* **What is being asked**: What you write must match the records exactly, except for the images, which are left out.

Stored items
[Start of section]
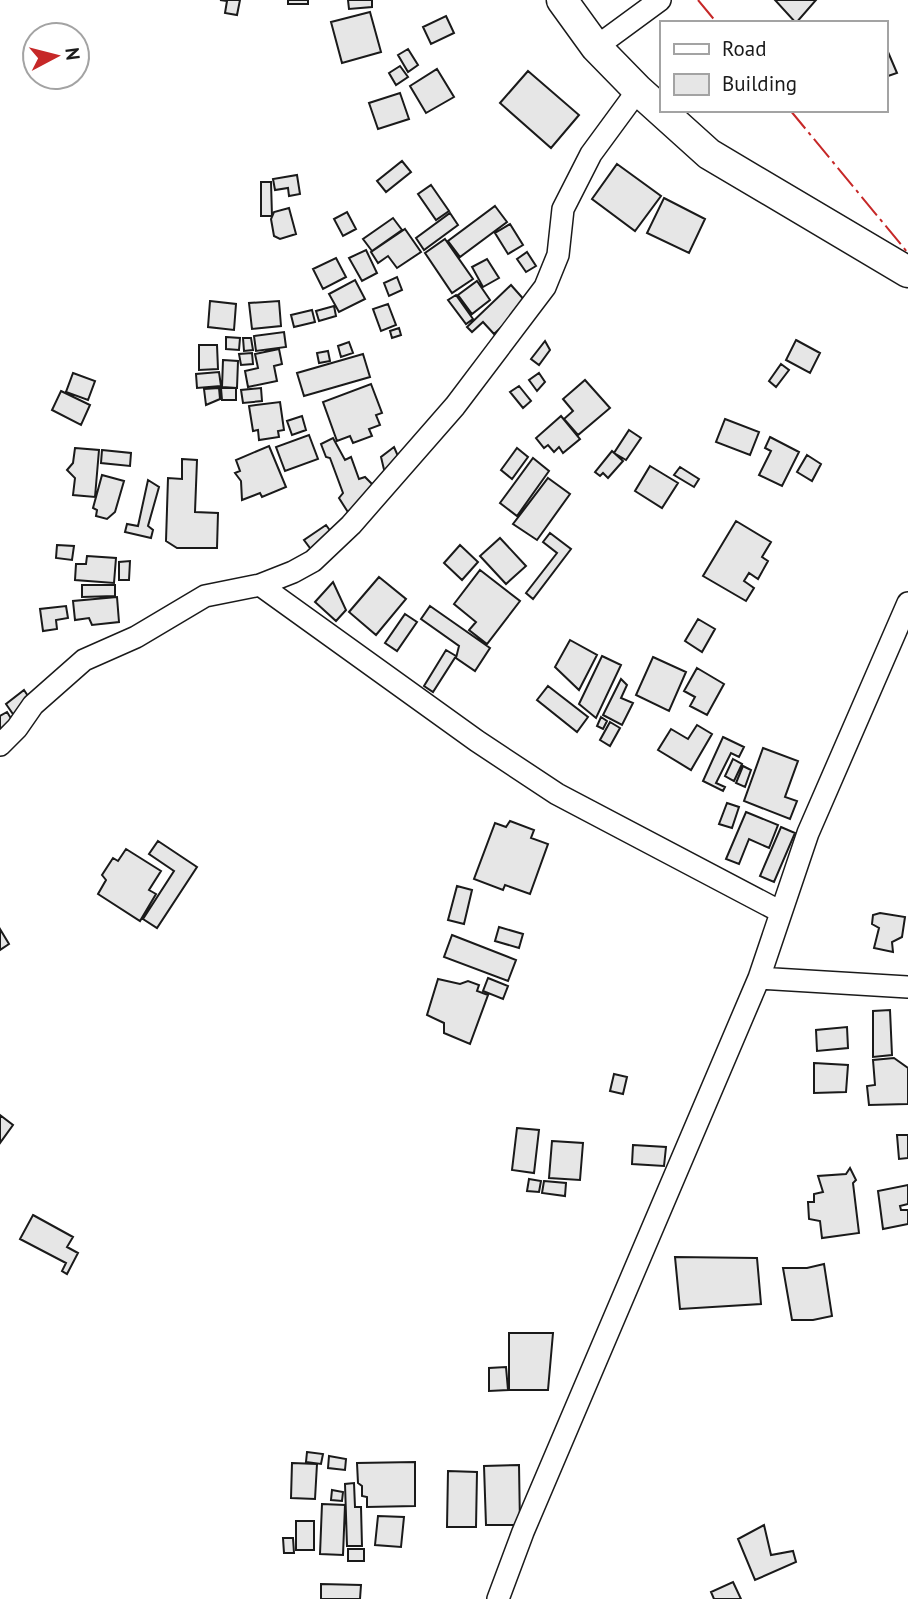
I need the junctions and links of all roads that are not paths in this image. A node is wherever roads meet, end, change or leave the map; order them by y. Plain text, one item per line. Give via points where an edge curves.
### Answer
1 (562, 0) edge
2 (660, 0) edge
3 (596, 47) junction
4 (638, 90) junction
5 (660, 110) edge
6 (662, 112) edge
7 (908, 272) edge
8 (260, 584) junction
9 (908, 603) edge
10 (0, 745) edge
11 (781, 912) junction
12 (759, 978) junction
13 (908, 987) edge
14 (498, 1599) edge

1 - 3 main road
2 - 3 street
3 - 4 main road
4 - 5 main road
4 - 8 street via 591,154 563,209 558,255 545,287 455,406 351,525 313,561
6 - 7 main road via 709,154
8 - 10 street via 205,596 136,637 84,660 33,705
8 - 11 street via 557,794
9 - 11 street via 808,833
11 - 12 street
12 - 13 street
12 - 14 street

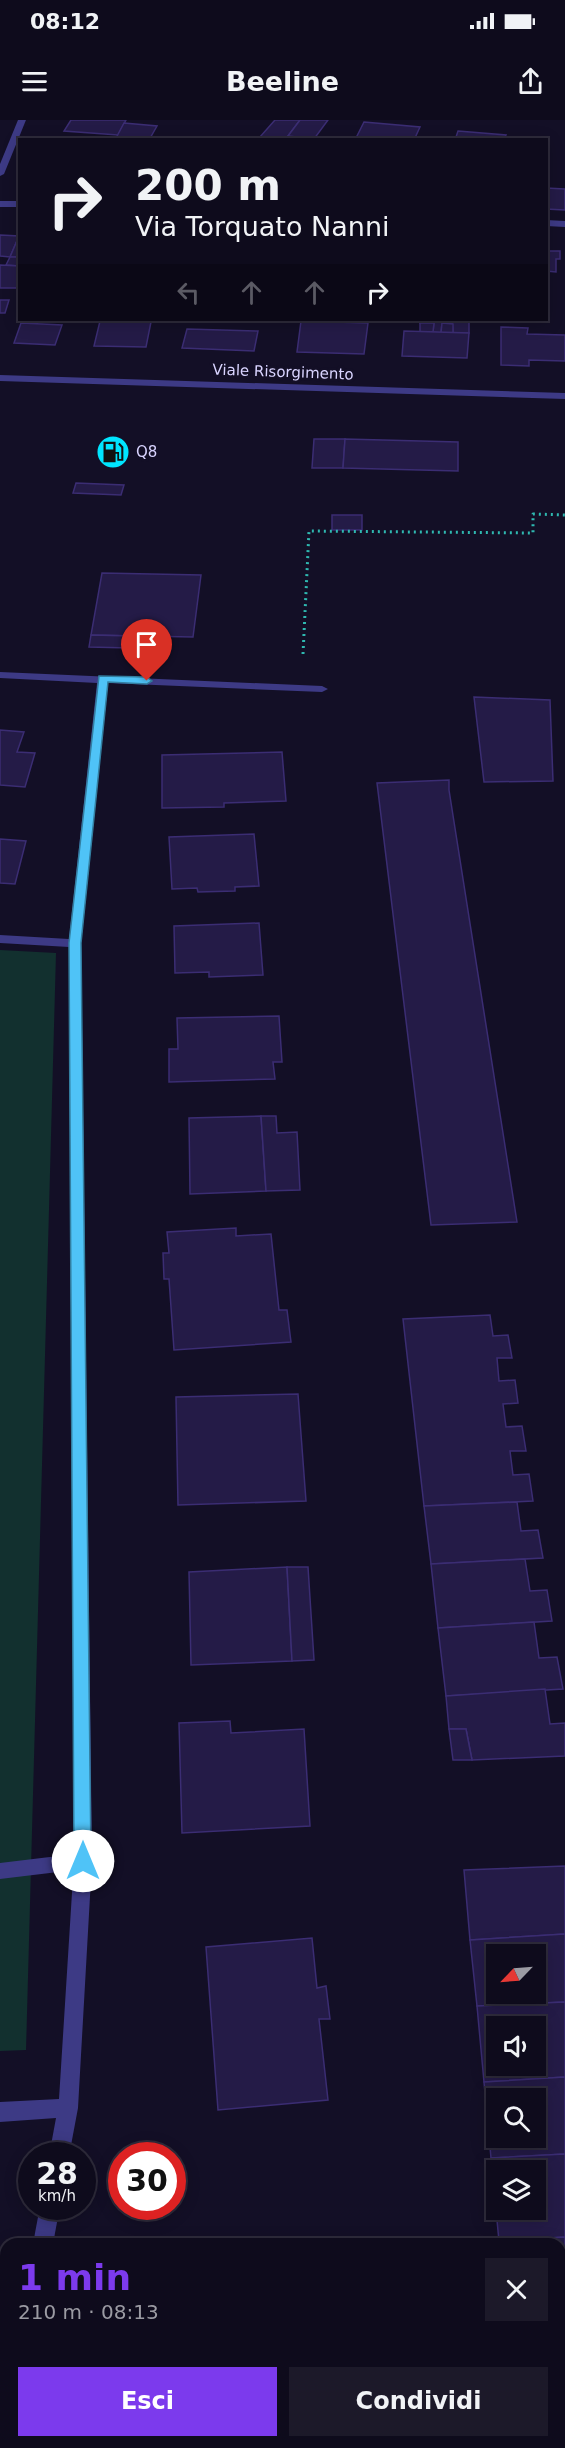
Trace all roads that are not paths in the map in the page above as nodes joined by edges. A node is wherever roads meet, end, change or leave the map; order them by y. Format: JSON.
{"nodes":[{"id":1,"x":22,"y":120,"type":"edge"},
{"id":2,"x":0,"y":174,"type":"edge"},
{"id":3,"x":0,"y":204,"type":"edge"},
{"id":4,"x":18,"y":204,"type":"edge"},
{"id":5,"x":548,"y":223,"type":"edge"},
{"id":6,"x":565,"y":224,"type":"edge"},
{"id":7,"x":0,"y":378,"type":"edge"},
{"id":8,"x":565,"y":396,"type":"edge"},
{"id":9,"x":0,"y":675,"type":"edge"},
{"id":10,"x":103,"y":678,"type":"junction"},
{"id":11,"x":322,"y":689,"type":"dead end"},
{"id":12,"x":0,"y":939,"type":"edge"},
{"id":13,"x":75,"y":943,"type":"junction"},
{"id":14,"x":83,"y":1861,"type":"junction"},
{"id":15,"x":0,"y":1871,"type":"edge"},
{"id":16,"x":68,"y":2108,"type":"junction"},
{"id":17,"x":0,"y":2112,"type":"edge"},
{"id":18,"x":62,"y":2142,"type":"edge"},
{"id":19,"x":47,"y":2220,"type":"edge"},
{"id":20,"x":44,"y":2238,"type":"edge"}],
"edges":[{"from":1,"to":2,"type":"street"},
{"from":3,"to":4,"type":"street"},
{"from":5,"to":6,"type":"street"},
{"from":7,"to":8,"type":"street","name":"Viale Risorgimento"},
{"from":9,"to":10,"type":"street"},
{"from":10,"to":11,"type":"street"},
{"from":10,"to":13,"type":"street"},
{"from":12,"to":13,"type":"street"},
{"from":13,"to":14,"type":"street"},
{"from":14,"to":15,"type":"street"},
{"from":14,"to":16,"type":"street"},
{"from":16,"to":17,"type":"street"},
{"from":16,"to":18,"type":"street"},
{"from":19,"to":20,"type":"street"}]}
[End of section]
* **Your solution**:
I need the junctions and links of all roads that are not paths in this image. A node is wherever roads meet, end, change or leave the map; order them by y. Plain text, one item per line. Give via points where an edge curves.
### Answer
1 (562, 0) edge
2 (660, 0) edge
3 (596, 47) junction
4 (638, 90) junction
5 (660, 110) edge
6 (662, 112) edge
7 (908, 272) edge
8 (260, 584) junction
9 (908, 603) edge
10 (0, 745) edge
11 (781, 912) junction
12 (759, 978) junction
13 (908, 987) edge
14 (498, 1599) edge

1 - 3 main road
2 - 3 street
3 - 4 main road
4 - 5 main road
4 - 8 street via 591,154 563,209 558,255 545,287 455,406 351,525 313,561
6 - 7 main road via 709,154
8 - 10 street via 205,596 136,637 84,660 33,705
8 - 11 street via 557,794
9 - 11 street via 808,833
11 - 12 street
12 - 13 street
12 - 14 street

Trace all roads that are not paths in the map in the page above as nodes joined by edges. A node is wherever roads meet, end, change or leave the map; order them by y. Format: JSON.
{"nodes":[{"id":1,"x":22,"y":120,"type":"edge"},
{"id":2,"x":0,"y":174,"type":"edge"},
{"id":3,"x":0,"y":204,"type":"edge"},
{"id":4,"x":18,"y":204,"type":"edge"},
{"id":5,"x":548,"y":223,"type":"edge"},
{"id":6,"x":565,"y":224,"type":"edge"},
{"id":7,"x":0,"y":378,"type":"edge"},
{"id":8,"x":565,"y":396,"type":"edge"},
{"id":9,"x":0,"y":675,"type":"edge"},
{"id":10,"x":103,"y":678,"type":"junction"},
{"id":11,"x":322,"y":689,"type":"dead end"},
{"id":12,"x":0,"y":939,"type":"edge"},
{"id":13,"x":75,"y":943,"type":"junction"},
{"id":14,"x":83,"y":1861,"type":"junction"},
{"id":15,"x":0,"y":1871,"type":"edge"},
{"id":16,"x":68,"y":2108,"type":"junction"},
{"id":17,"x":0,"y":2112,"type":"edge"},
{"id":18,"x":62,"y":2142,"type":"edge"},
{"id":19,"x":47,"y":2220,"type":"edge"},
{"id":20,"x":44,"y":2238,"type":"edge"}],
"edges":[{"from":1,"to":2,"type":"street"},
{"from":3,"to":4,"type":"street"},
{"from":5,"to":6,"type":"street"},
{"from":7,"to":8,"type":"street","name":"Viale Risorgimento"},
{"from":9,"to":10,"type":"street"},
{"from":10,"to":11,"type":"street"},
{"from":10,"to":13,"type":"street"},
{"from":12,"to":13,"type":"street"},
{"from":13,"to":14,"type":"street"},
{"from":14,"to":15,"type":"street"},
{"from":14,"to":16,"type":"street"},
{"from":16,"to":17,"type":"street"},
{"from":16,"to":18,"type":"street"},
{"from":19,"to":20,"type":"street"}]}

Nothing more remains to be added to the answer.